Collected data
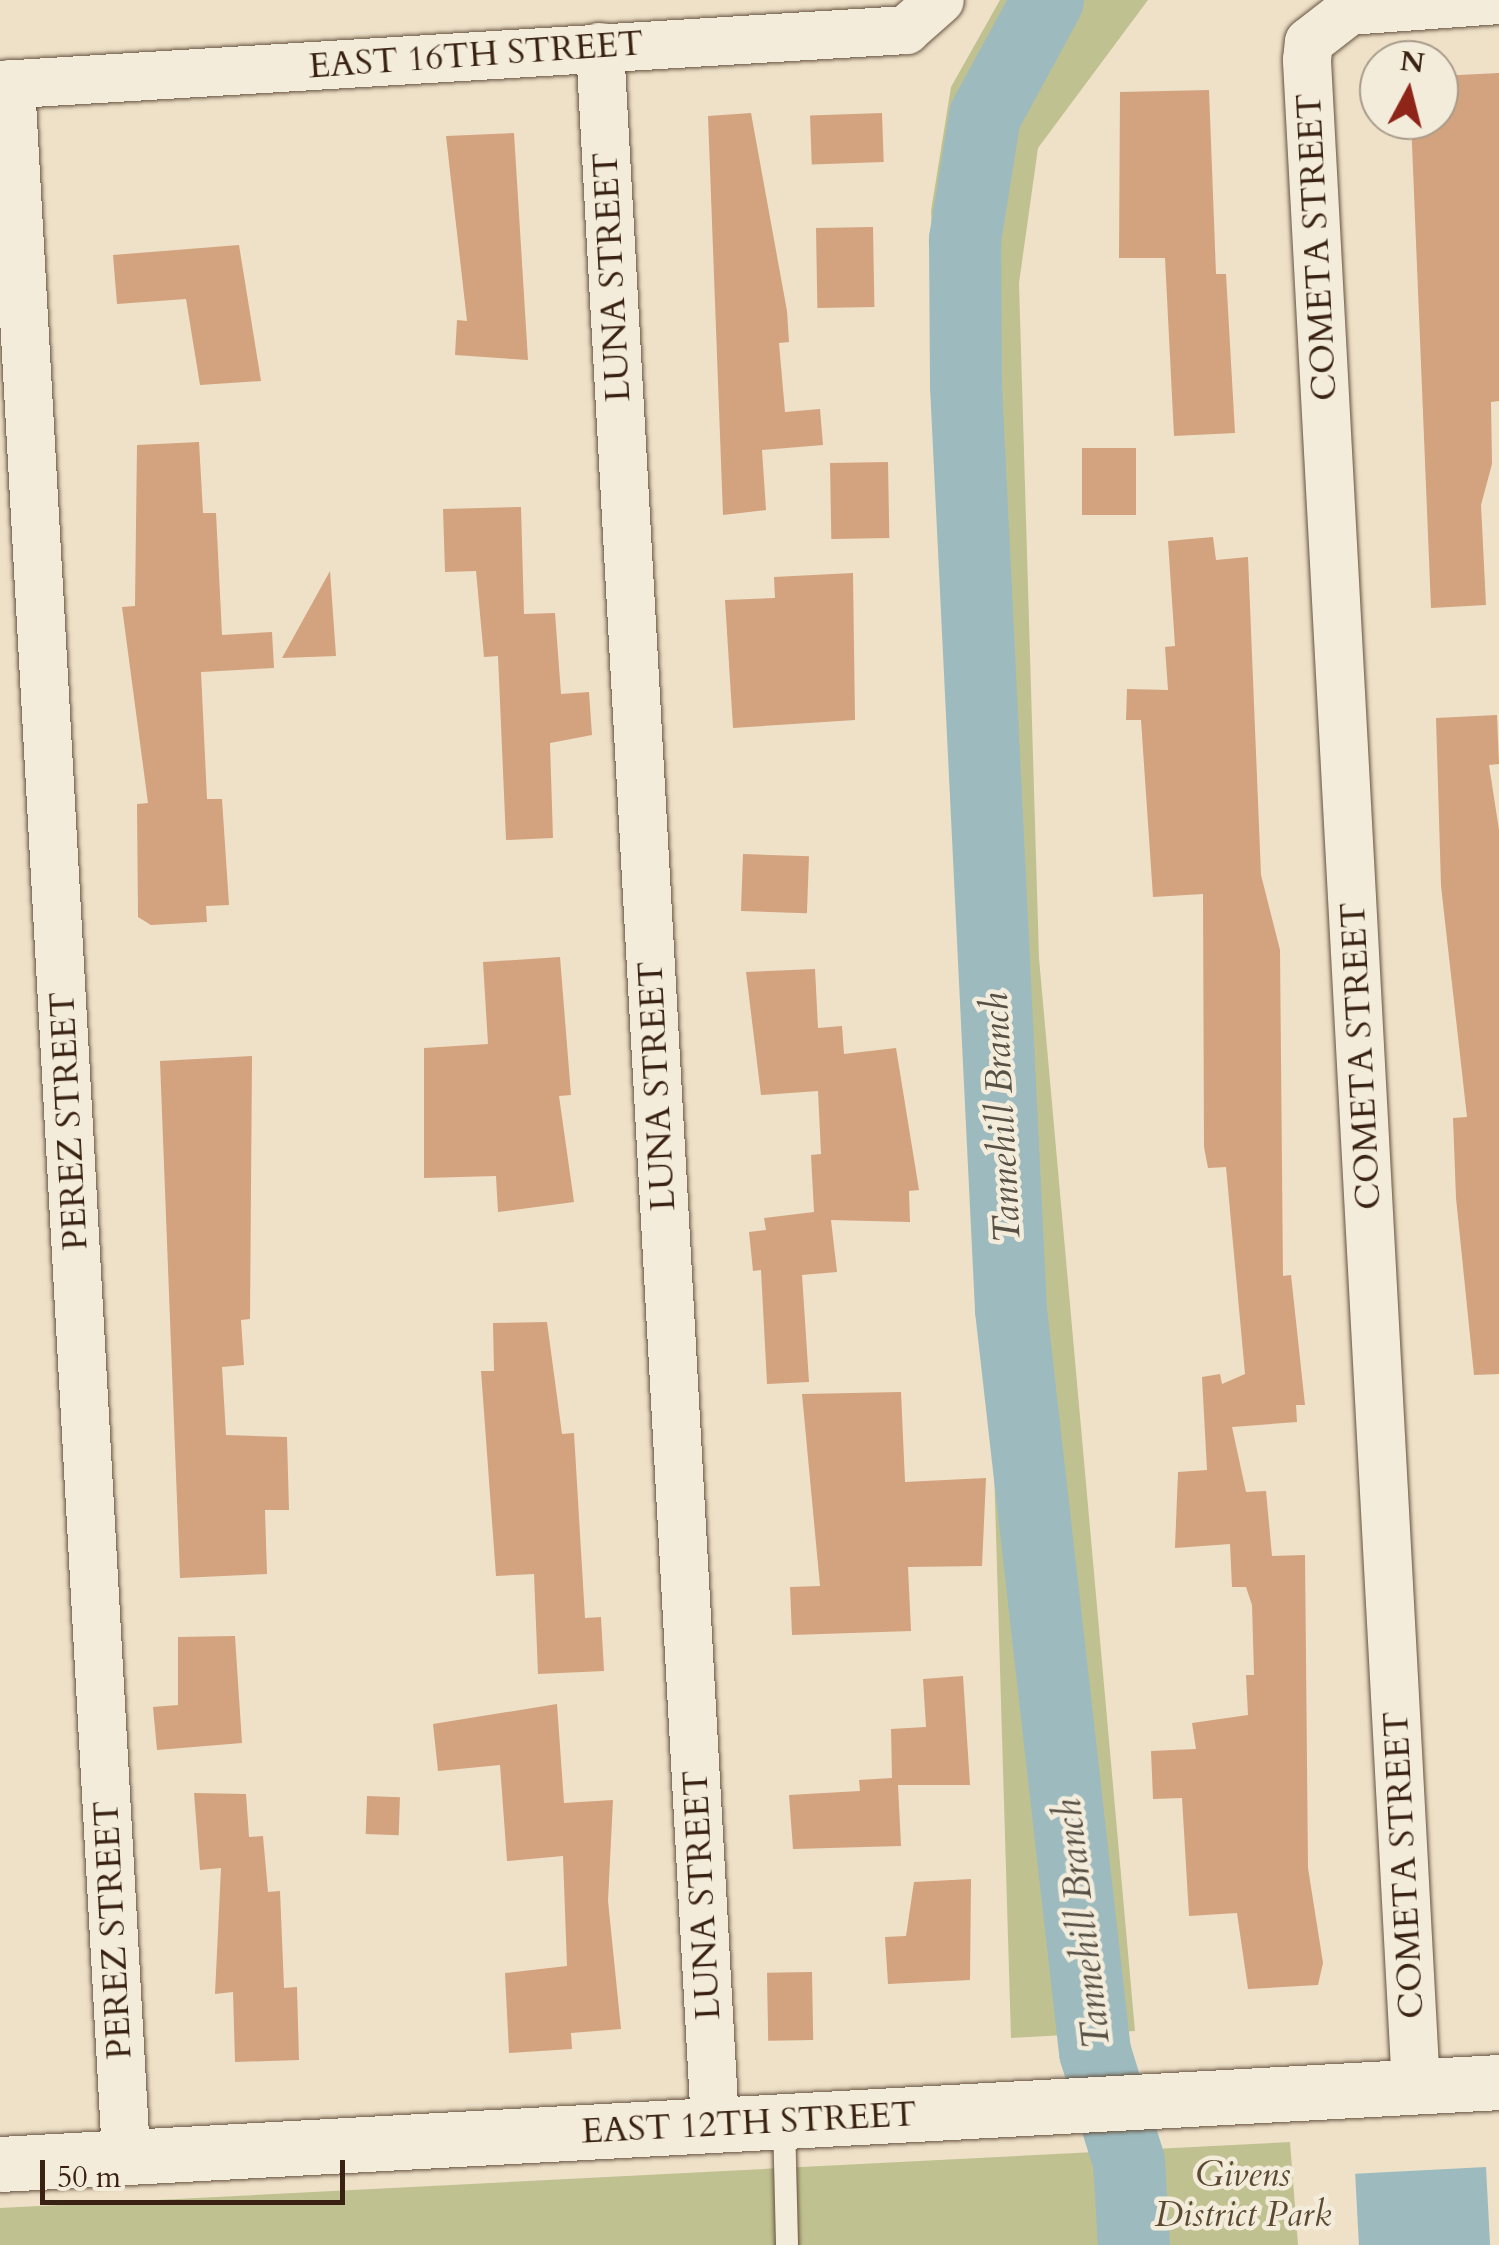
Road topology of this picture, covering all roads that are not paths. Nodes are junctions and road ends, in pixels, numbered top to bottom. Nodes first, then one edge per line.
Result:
1 (940, 0) edge
2 (1499, 0) edge
3 (600, 48) junction
4 (6, 85) edge
5 (1499, 2082) edge
6 (1416, 2088) junction
7 (784, 2121) junction
8 (715, 2125) junction
9 (126, 2157) junction
10 (0, 2164) edge
11 (788, 2245) edge

1 - 3 street, EAST 16TH STREET
2 - 6 street, COMETA STREET
3 - 4 street, EAST 16TH STREET
3 - 8 street, LUNA STREET
4 - 9 street, PEREZ STREET
5 - 6 street, EAST 12TH STREET
6 - 7 street, EAST 12TH STREET
7 - 8 street, EAST 12TH STREET
7 - 11 lane
8 - 9 street, EAST 12TH STREET
9 - 10 street, EAST 12TH STREET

**TASK:** Copy out the entries exactly. No pictures.

**ANSWER SPACE:**
Road topology of this picture, covering all roads that are not paths. Nodes are junctions and road ends, in pixels, numbered top to bottom. Nodes first, then one edge per line.
Result:
1 (940, 0) edge
2 (1499, 0) edge
3 (600, 48) junction
4 (6, 85) edge
5 (1499, 2082) edge
6 (1416, 2088) junction
7 (784, 2121) junction
8 (715, 2125) junction
9 (126, 2157) junction
10 (0, 2164) edge
11 (788, 2245) edge

1 - 3 street, EAST 16TH STREET
2 - 6 street, COMETA STREET
3 - 4 street, EAST 16TH STREET
3 - 8 street, LUNA STREET
4 - 9 street, PEREZ STREET
5 - 6 street, EAST 12TH STREET
6 - 7 street, EAST 12TH STREET
7 - 8 street, EAST 12TH STREET
7 - 11 lane
8 - 9 street, EAST 12TH STREET
9 - 10 street, EAST 12TH STREET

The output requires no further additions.